Businesses in Singapore are more optimistic and employees enjoy a better work life balance than in Hong Kong, according to a new survey by serviced offices provider Compass Offices.

The latest Compass Index found that 43% of businesses in Singapore were “strongly confident” in the growth of their business this year, compared to just 30% of businesses in Hong Kong.

Singapore also ranked third in the recent Global Financial Centres Index, behind London and New York. Hong Kong followed closely in fourth place, just two points behind Singapore. The GFCI looks at business environment, financial sector development and infrastructure.

Singaporean businesses are also more likely to hire more staff compared to businesses in Hong Kong: 61% vs 44%. But new hires in Hong Kong can expect to work much longer days.

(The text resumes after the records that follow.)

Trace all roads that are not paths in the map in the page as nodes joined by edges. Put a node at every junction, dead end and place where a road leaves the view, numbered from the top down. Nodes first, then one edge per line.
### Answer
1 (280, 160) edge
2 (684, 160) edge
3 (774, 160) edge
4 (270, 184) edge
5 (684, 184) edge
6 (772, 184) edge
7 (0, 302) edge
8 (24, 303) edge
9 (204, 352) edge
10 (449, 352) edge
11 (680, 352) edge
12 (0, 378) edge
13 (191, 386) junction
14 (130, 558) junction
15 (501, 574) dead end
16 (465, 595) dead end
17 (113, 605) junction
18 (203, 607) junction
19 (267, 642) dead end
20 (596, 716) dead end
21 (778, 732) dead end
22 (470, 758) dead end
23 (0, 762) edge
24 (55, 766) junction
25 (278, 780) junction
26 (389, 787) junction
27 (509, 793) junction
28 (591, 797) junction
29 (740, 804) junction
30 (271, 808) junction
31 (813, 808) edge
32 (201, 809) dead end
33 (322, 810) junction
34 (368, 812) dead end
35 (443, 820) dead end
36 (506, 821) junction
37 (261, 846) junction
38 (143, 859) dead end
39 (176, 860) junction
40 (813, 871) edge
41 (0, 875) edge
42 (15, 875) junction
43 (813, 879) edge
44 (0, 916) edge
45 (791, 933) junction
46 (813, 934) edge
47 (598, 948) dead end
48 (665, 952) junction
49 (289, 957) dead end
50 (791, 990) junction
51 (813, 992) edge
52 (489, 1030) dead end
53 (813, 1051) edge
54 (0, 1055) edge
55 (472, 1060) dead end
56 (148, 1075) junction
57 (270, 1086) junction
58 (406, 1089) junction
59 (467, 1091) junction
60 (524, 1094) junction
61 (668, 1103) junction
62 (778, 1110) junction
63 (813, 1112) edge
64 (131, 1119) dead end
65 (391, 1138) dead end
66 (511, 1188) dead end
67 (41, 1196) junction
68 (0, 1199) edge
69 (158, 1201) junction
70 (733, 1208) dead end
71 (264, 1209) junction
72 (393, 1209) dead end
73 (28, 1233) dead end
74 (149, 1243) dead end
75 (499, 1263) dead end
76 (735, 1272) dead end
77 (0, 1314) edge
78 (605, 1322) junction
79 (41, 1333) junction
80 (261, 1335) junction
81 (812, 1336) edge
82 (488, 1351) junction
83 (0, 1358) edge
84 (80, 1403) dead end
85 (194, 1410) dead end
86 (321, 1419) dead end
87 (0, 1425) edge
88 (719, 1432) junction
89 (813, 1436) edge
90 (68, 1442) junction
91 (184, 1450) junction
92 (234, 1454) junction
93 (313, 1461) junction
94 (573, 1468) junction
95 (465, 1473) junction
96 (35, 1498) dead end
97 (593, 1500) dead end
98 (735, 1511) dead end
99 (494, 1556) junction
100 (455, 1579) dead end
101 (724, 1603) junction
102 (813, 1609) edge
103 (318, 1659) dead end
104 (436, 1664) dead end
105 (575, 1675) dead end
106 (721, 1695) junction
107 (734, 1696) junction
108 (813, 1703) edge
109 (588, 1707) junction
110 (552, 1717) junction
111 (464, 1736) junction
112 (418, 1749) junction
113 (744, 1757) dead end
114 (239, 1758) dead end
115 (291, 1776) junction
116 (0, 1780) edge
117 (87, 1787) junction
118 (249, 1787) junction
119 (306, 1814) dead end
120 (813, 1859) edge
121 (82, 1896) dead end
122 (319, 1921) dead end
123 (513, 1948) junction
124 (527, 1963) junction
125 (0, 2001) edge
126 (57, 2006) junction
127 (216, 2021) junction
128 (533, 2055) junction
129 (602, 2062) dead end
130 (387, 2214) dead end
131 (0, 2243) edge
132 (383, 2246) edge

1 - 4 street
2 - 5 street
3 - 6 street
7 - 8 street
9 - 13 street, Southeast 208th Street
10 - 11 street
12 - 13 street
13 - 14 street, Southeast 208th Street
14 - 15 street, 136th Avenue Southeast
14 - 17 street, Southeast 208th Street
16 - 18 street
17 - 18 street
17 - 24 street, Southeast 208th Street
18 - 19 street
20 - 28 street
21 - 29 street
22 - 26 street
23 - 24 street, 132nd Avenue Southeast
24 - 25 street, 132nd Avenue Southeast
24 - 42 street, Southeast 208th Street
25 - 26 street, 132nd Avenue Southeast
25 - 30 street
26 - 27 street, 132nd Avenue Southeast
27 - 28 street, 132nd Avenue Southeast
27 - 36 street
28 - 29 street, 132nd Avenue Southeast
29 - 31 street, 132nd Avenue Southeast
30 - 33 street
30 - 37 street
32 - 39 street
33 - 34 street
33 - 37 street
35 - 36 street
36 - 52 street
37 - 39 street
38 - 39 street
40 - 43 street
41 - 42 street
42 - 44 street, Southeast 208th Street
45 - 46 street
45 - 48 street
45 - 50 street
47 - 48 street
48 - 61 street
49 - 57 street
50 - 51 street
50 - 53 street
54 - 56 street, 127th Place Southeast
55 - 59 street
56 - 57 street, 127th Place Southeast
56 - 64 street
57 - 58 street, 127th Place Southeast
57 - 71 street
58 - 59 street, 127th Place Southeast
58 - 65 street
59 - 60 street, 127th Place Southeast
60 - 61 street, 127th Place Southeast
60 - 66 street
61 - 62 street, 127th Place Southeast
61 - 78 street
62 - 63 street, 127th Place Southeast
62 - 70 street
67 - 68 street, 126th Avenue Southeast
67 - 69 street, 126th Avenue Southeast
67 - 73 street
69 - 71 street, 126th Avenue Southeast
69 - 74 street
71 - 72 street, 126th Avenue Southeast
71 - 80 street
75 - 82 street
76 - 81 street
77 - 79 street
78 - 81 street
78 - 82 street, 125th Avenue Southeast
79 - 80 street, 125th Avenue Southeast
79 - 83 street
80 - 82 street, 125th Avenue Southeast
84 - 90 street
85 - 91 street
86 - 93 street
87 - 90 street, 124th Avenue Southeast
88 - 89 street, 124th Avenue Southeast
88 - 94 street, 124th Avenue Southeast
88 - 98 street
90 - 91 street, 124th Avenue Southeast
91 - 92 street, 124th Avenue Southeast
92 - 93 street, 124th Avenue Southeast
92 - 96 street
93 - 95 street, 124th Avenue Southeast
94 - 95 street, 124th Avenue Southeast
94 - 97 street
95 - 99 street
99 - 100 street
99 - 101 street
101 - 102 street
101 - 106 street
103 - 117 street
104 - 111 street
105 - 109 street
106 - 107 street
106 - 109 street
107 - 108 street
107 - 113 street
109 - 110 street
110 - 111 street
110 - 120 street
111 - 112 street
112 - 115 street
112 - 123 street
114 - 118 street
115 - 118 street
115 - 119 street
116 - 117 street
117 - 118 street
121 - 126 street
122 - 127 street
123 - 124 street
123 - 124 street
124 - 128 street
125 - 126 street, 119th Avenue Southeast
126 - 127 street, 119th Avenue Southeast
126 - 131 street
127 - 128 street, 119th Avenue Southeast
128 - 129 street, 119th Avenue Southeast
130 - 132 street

While most people in both cities work an eight to nine hour day on average, 8% of Hong Kongers work more than eleven hours, compared to 6% of Singaporeans.  Hong Kongers are also more likely to take work home: one in four people takes home work every day, compared to one in five Singaporeans.

Gateways to the East

Andrew Chung, CEO of Compass Offices, says both cities have their advantages.

“Singapore and Hong Kong are the gates to Asia. They both offer unique selling points for businesses i.e. for businesses that want to tap the Chinese market, Hong Kong might be the better place; while for businesses that want to focus on Southeast Asian countries, Singapore would be the natural option,” Chung says.

Both cities have business focused governments trying to encourage increased commerce. Hong Kong plans tax cuts for SMEs and is investing HKD 5 billion into innovation. Singapore has introduced special tax schemes for startup and is styling itself as a fintech hub.

Around the region

Around the wider region the confidence picture is more mixed. Optimism is high in New Zealand according to the Auckland Chamber of Commerce, with 51% of respondents predicting improvement, up from 40% in February.

But while just over half (50.6%) of Australian businesses predict improvement next year, according to Roy Morgan, Dun & Bradstreet reckons business confidence is dropping. The April Dun and Bradstreet Business Expectations Survey revealed much gloomier sentiment, with: “Another drop in expectations, with businesses maintaining gloomy forecasts for the three-month period to 30 September 2016.”